Government isn't a thing, its a process - and as such it uses energy.

Abstraction is the process of hiding complexity under a metaphor (or
interface). Once the abstraction exists, it becomes a thing, and can
interact with other things at the same level. This can be seen in the
settlement metaphor. A person leaves a city and journeys into the
wilderness. There he sets up a farm. Others, driven by the same
pressures, set up farms nearby - the resource base is extensive (though
not infinite). The farmers initially farm to produce enough goods to
feed themselves, but eventually may reach a point where they produce
more than they consume and they can start trading.

A trading post is set up within comfortable transportation range, and
they are soon able to specialize in producing different products. Other
amenities spring up - smiths to handle shoeing of horses and production
of localized implements, chandlers to produce candles for light,
coopers to build barrels and storage bins, taverns to provide food and
drink (and occasionally companionship) and so on. A certain degree of
energy is required to reach this stage, and the degree of dissonance
rises with the number of interactions, until eventually, a group of
people get together and set up a set of rules to create a "town",
providing basic services (such as law enforcement) at the expense of
certain activities (such as robbery or murder being "allowable"). It
takes a certain level of energy to get to this new level of
abstraction, but once it's achieved, it's stable - it's a quantum
electron state within a metaphorical atom.

So long as the energy is supplied (taxes or services on the part of the
members), the town continues to exist - and can even exist for a
certain period of time after the energy is removed (thus, it's actually
quasi-stable). This is why gold mining towns often died out - once the
energy (in the form of gold sales) was removed, the town eventually
couldn't maintain a sufficient level of complexity to continue. The
building might persists, but no one was in them to do the business of
governance.

Eventually, if the energy is maintained, other towns spring up in the
same general vicinity. Advances in technology become possible as people
specialize, and as edge effects motivate innovation. The towns begin to
trade with one another, and as they grow, their boundaries eventually
overlap. These towns (or townships, as they are now increasingly
called) are able to produce more, are able to devote more energy to
communal activities - the development of schools, of watersheds, of
roads, of sanitation facilities.

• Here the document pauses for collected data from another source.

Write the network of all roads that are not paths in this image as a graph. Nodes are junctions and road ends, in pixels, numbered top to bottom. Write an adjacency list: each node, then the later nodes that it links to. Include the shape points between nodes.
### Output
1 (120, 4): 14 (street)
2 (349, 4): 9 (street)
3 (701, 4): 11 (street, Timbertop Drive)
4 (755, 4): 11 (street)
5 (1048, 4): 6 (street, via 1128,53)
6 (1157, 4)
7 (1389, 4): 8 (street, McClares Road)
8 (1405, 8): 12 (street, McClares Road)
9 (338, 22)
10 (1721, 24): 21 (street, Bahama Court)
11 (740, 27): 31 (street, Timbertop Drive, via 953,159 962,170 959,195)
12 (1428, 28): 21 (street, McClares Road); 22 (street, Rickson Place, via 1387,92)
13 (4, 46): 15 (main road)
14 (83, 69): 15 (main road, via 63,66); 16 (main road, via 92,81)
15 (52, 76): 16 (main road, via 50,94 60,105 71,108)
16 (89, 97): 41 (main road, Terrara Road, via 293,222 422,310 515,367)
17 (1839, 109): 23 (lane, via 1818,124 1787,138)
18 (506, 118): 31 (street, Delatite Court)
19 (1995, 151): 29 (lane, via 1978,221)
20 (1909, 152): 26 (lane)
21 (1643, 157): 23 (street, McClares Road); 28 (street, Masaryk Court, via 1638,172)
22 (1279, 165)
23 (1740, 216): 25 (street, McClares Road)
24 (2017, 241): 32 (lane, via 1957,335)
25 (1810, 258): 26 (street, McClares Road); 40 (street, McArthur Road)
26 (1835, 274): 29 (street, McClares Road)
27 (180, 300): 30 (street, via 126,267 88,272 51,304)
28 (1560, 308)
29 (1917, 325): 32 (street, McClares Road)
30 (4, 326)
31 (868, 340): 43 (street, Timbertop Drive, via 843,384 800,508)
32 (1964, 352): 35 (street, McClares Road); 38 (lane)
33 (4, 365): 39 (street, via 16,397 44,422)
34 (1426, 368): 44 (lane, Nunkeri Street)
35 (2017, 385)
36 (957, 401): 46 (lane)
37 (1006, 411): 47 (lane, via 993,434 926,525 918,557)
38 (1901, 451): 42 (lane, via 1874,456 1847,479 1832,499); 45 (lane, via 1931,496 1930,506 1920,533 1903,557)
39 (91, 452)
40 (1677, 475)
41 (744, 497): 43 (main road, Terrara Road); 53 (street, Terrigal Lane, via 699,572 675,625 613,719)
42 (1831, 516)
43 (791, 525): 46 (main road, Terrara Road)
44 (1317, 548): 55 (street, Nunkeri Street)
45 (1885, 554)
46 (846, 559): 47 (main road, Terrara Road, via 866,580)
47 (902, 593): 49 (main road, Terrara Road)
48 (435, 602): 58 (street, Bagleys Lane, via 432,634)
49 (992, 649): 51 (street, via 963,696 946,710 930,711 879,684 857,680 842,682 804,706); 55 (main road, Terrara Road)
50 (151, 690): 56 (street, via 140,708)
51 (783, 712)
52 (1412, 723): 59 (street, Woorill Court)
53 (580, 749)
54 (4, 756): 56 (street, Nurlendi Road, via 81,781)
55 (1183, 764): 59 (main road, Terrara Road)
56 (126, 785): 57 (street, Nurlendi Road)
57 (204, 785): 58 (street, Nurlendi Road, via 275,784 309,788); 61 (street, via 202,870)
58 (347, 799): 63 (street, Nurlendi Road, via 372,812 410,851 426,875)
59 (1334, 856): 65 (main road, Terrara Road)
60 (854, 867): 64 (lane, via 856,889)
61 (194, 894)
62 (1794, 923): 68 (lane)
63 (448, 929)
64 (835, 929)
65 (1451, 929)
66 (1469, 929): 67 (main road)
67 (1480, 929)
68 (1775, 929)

The towns become a city, forcing a
higher level of abstraction (and more energy).

The interactions of cities with other cities is similar to, that of
towns with other towns, but it is usually at a much higher level; ad
hoc rules become the foundation of formal legal systems, universities
spring up, as does the rise of a formal peace-keeping militia (a police
force). At some point, if there are indigenous peoples in the same
area, the expanding towns will eventually end up reaching one of three
states - if they are at a sufficient level of abstraction to expend the
energy, they will wipe out the indigenous population. If they aren't,
then the will either assimilate the other culture and be changed by it
in turn, or they will marginalize the other population - literally push
them to the margins of the existing system. This is part of the reason
why cultures with lower levels of societal abstraction (energy draws)
tend to end up living in typically harsh and forbidding lands when such
expansion occurs.

In time, the various cities in a region also form abstractions -
provinces. Provinces (in the general sense, not specifically Canadian
provinces) differ from cities in a qualitative way, and again they
require a certain energy level to function properly. This nesting
process can be carried up the line. Moreover, you can have other
abstractions that have their own plateus - the structure of business,
from sole proprieterships to transnational corporations, follow a very
similar progression, and are in many ways fueled by the same energy
derivatives - the movement of money in the economy.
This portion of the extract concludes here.